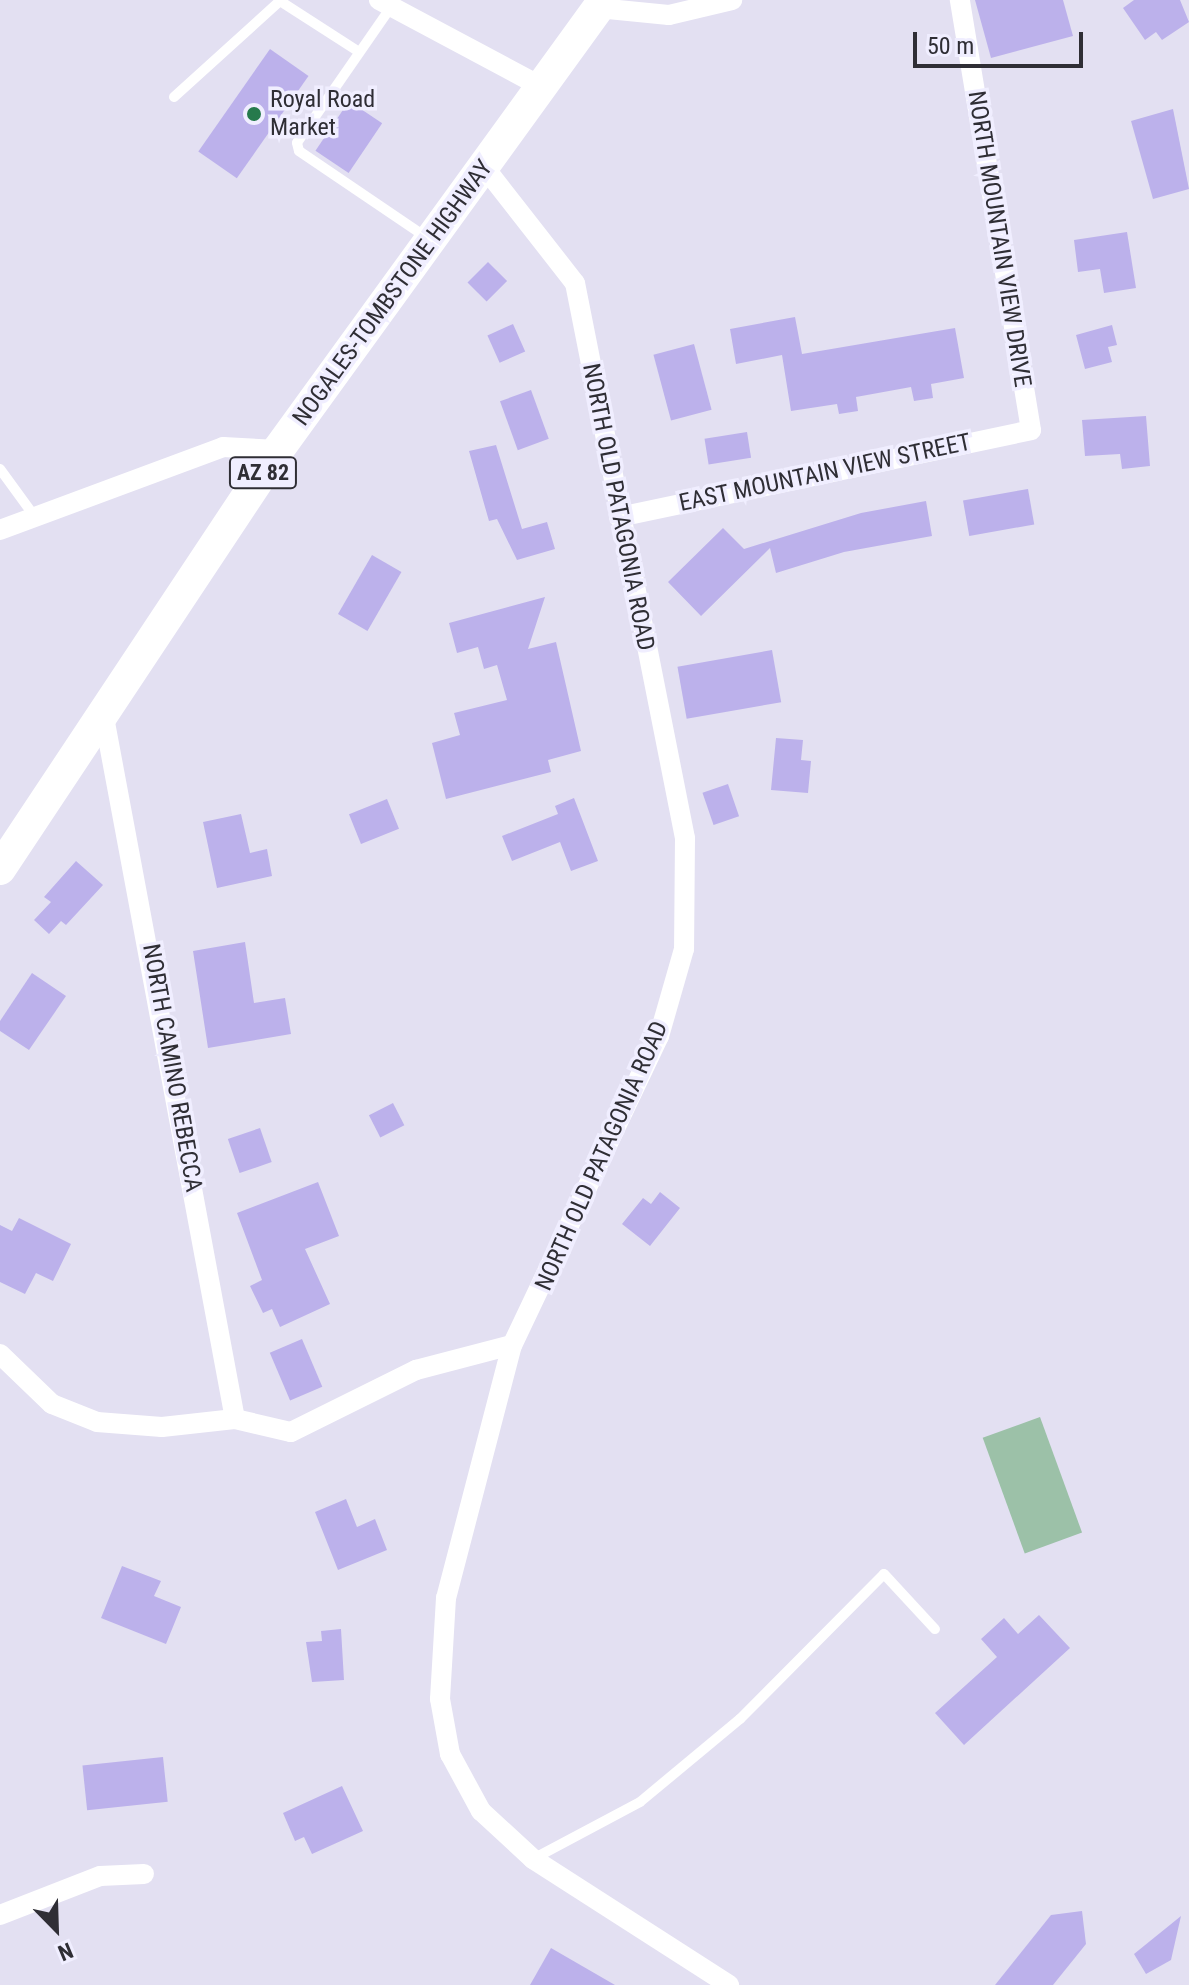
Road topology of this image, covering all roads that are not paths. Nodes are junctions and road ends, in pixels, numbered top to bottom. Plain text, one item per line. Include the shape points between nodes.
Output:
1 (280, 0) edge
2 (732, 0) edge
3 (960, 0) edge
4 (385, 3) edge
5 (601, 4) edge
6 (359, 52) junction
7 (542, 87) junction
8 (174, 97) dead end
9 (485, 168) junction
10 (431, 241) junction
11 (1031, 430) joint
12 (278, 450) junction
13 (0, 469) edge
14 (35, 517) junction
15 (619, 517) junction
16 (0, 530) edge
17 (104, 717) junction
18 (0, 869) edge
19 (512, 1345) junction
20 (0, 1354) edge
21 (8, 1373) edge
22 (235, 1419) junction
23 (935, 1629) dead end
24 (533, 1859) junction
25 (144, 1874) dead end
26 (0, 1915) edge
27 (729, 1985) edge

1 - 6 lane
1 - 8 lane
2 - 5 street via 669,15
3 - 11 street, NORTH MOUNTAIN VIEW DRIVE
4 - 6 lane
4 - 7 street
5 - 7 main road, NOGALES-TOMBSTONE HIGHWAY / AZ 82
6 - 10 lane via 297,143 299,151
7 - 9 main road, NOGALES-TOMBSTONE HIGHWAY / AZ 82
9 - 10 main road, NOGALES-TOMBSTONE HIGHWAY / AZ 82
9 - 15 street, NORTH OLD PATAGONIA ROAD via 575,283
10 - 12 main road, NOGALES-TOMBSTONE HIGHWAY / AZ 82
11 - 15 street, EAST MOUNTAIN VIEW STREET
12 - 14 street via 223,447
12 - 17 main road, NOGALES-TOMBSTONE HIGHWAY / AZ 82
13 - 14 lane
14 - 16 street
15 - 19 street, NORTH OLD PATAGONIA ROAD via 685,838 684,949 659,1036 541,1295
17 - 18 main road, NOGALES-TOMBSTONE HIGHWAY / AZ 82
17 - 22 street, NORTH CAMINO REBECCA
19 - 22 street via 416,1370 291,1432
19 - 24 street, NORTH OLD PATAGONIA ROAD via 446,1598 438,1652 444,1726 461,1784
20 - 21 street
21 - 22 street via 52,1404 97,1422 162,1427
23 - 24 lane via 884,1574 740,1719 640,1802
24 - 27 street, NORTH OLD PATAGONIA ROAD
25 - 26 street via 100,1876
══════════
WHAT YOU SHOULD DO -> Counting only lines that hold the word "NOGALES", say how many there are in the listing above and add nothing.

FINISHED EXERCISE -> 6